(Saved entries)
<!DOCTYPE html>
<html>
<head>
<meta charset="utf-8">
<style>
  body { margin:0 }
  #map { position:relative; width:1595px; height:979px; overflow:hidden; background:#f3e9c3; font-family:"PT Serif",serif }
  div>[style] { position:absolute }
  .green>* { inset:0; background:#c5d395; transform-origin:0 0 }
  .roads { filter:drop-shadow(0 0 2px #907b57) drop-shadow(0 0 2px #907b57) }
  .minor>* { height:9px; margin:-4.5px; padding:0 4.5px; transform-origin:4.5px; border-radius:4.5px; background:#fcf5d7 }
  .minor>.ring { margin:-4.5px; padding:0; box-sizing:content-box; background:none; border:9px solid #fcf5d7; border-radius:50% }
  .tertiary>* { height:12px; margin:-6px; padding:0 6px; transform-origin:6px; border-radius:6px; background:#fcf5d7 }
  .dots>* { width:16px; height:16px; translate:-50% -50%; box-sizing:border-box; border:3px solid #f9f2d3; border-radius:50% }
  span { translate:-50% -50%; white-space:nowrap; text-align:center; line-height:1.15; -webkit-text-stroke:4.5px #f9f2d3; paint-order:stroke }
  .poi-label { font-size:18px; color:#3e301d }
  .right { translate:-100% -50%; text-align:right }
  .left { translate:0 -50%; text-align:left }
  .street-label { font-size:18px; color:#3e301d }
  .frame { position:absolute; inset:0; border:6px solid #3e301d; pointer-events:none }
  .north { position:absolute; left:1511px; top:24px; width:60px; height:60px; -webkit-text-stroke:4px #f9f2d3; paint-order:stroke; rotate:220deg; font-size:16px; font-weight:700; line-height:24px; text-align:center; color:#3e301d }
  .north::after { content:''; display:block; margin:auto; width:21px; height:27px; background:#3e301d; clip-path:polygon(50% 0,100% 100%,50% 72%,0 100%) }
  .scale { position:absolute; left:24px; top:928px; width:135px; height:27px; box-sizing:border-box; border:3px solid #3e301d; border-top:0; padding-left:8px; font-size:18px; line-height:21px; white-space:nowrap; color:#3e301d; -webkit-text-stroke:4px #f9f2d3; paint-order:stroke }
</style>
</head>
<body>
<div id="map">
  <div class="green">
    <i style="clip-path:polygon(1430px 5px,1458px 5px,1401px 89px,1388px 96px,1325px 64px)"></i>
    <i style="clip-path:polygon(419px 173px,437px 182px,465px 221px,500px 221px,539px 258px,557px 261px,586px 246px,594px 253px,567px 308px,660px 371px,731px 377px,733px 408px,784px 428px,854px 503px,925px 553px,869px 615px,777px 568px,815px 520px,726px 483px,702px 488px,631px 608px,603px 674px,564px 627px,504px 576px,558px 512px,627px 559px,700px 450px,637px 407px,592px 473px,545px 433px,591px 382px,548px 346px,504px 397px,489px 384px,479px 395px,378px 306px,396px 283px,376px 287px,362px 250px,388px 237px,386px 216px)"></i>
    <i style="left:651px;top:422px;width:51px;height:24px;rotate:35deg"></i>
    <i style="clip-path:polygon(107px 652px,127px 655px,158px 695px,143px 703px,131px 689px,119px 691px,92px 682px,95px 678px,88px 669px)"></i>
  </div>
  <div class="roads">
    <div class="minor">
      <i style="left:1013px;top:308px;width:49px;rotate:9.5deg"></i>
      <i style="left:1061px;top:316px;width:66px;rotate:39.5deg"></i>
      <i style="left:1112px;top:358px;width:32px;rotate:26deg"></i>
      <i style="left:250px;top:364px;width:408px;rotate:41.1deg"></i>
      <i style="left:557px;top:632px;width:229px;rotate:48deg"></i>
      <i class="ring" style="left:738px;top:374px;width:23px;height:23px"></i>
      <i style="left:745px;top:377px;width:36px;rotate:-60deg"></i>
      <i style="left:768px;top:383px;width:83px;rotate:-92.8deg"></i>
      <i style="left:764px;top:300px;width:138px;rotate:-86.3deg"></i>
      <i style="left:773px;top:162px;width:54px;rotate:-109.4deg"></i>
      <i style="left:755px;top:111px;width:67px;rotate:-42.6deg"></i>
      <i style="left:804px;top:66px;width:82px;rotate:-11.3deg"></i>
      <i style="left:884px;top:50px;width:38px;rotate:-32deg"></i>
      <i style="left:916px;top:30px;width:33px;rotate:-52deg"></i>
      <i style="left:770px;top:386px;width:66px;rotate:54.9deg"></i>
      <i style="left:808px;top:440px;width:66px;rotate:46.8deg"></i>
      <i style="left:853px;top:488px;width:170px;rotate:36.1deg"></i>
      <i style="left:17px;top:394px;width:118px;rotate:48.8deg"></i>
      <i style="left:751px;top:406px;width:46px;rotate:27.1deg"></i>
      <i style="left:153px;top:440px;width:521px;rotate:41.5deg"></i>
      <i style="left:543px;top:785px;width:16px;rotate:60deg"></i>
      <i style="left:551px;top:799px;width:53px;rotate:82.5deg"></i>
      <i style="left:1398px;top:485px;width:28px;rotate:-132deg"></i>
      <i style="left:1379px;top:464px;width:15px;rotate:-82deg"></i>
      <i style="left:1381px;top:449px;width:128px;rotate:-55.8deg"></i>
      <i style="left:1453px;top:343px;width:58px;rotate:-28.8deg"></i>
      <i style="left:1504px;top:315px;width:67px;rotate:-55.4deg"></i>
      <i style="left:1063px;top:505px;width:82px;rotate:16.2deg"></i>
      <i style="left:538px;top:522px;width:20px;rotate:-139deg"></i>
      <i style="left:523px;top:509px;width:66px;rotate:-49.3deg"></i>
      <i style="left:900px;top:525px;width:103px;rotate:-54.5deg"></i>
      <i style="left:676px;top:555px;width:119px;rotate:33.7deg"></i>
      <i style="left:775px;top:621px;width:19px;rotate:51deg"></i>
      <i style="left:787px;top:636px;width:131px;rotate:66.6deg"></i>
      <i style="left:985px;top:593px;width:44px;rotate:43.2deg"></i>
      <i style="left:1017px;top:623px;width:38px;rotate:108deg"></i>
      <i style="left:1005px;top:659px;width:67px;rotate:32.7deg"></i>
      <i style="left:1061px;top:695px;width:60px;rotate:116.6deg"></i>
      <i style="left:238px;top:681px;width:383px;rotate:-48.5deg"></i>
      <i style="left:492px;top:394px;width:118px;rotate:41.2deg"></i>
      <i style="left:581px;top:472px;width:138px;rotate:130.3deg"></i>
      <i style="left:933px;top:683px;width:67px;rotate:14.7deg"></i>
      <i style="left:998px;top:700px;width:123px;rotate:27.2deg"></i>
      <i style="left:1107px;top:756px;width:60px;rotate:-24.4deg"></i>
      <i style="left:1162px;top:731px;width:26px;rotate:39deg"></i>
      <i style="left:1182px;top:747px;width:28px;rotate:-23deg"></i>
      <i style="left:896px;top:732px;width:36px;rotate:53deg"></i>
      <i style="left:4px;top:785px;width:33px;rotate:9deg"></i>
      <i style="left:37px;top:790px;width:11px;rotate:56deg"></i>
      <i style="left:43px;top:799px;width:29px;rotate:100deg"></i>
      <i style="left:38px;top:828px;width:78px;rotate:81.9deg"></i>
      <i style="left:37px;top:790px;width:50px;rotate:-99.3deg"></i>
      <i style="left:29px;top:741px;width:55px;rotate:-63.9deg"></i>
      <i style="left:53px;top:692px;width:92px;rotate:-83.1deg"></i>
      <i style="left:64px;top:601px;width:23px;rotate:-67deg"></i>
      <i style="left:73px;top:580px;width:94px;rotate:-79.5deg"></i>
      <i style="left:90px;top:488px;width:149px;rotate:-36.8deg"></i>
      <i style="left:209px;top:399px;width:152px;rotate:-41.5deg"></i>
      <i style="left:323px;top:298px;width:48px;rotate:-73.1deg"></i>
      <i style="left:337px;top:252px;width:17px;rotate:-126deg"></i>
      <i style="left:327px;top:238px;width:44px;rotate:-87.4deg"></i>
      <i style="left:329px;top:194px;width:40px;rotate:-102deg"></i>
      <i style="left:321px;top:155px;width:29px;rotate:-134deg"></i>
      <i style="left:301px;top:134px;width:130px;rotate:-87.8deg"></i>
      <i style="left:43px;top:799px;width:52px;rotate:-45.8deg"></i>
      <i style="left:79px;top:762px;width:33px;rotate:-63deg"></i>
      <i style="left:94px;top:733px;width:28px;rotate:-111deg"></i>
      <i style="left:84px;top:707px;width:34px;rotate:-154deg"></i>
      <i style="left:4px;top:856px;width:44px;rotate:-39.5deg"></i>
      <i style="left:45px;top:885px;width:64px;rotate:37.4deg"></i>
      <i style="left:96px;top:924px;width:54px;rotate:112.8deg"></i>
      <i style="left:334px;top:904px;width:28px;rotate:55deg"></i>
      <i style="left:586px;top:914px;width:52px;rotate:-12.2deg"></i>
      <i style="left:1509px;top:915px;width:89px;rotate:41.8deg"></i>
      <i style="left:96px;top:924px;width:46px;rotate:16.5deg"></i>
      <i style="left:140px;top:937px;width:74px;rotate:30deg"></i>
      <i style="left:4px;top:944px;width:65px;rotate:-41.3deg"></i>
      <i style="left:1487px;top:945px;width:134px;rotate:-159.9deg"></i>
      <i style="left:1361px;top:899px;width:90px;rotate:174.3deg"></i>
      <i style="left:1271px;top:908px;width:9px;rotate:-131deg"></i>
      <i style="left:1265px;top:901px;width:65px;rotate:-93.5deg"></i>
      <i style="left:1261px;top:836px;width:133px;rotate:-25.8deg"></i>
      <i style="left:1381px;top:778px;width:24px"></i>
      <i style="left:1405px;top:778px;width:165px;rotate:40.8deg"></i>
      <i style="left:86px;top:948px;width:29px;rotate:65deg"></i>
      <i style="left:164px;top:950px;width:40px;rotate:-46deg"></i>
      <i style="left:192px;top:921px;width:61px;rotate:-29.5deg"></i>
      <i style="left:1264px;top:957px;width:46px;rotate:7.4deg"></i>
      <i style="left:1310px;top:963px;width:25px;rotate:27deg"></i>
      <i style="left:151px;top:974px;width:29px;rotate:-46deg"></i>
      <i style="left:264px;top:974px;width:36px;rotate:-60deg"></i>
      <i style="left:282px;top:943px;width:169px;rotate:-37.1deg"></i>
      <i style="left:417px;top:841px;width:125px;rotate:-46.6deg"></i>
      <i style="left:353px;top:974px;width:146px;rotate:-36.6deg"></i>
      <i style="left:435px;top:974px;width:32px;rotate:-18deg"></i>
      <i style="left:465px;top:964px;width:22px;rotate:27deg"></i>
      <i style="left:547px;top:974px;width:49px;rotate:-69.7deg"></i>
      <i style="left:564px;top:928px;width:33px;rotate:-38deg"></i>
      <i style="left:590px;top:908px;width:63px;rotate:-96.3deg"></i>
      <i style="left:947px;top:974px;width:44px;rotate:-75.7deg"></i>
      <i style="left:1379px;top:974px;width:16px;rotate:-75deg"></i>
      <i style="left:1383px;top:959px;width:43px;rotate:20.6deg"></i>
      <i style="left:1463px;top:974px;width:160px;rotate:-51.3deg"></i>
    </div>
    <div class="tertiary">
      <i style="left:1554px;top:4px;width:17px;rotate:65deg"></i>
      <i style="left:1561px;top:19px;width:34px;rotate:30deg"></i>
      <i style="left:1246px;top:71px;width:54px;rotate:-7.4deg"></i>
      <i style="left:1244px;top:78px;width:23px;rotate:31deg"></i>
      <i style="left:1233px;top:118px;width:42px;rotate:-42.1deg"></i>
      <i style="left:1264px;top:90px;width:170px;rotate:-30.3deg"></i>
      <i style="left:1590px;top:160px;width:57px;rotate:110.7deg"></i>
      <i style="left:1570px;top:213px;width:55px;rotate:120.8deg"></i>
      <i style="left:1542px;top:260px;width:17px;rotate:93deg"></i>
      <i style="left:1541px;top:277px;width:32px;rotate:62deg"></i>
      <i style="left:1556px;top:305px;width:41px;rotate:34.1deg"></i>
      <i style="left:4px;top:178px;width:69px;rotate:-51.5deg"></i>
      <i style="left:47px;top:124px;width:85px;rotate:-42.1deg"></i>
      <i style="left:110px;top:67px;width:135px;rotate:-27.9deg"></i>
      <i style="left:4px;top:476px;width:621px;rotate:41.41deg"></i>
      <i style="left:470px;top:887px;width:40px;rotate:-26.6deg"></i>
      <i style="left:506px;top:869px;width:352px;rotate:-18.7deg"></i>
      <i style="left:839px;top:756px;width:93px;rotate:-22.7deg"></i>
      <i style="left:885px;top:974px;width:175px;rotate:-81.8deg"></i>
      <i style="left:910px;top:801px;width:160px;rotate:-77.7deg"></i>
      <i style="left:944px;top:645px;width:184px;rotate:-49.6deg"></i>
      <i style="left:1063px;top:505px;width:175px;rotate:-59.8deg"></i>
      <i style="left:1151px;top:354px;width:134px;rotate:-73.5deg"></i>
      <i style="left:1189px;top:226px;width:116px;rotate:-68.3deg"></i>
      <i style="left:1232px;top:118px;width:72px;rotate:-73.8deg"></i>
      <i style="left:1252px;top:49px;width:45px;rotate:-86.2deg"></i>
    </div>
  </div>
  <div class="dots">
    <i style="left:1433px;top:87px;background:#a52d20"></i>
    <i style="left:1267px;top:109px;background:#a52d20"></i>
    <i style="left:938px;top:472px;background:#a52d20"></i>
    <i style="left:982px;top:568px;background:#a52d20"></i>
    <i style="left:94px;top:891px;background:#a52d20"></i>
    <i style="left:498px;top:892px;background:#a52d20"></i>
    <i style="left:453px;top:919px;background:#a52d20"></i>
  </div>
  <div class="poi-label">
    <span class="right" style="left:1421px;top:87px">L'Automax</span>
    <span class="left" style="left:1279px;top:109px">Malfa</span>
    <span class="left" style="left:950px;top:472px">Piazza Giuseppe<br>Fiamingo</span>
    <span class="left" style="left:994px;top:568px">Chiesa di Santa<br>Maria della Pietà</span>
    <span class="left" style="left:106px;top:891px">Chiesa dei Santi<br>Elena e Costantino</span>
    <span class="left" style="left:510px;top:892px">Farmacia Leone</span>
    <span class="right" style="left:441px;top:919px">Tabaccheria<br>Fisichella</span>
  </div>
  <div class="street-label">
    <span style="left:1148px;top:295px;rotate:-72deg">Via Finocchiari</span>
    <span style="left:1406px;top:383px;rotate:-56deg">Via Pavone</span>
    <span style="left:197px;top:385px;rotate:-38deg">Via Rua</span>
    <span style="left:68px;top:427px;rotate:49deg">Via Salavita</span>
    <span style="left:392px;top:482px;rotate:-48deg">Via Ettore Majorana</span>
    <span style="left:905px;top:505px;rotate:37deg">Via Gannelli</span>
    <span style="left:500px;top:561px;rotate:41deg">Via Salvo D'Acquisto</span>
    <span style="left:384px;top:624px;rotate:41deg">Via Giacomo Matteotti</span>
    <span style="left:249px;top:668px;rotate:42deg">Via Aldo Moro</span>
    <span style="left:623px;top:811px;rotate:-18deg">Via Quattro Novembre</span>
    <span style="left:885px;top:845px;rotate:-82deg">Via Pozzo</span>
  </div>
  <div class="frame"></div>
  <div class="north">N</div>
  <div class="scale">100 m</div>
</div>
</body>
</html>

Your instructions:
Count the lines of the data above where the string "align" shows up; reply with the number only.

Finished task:
4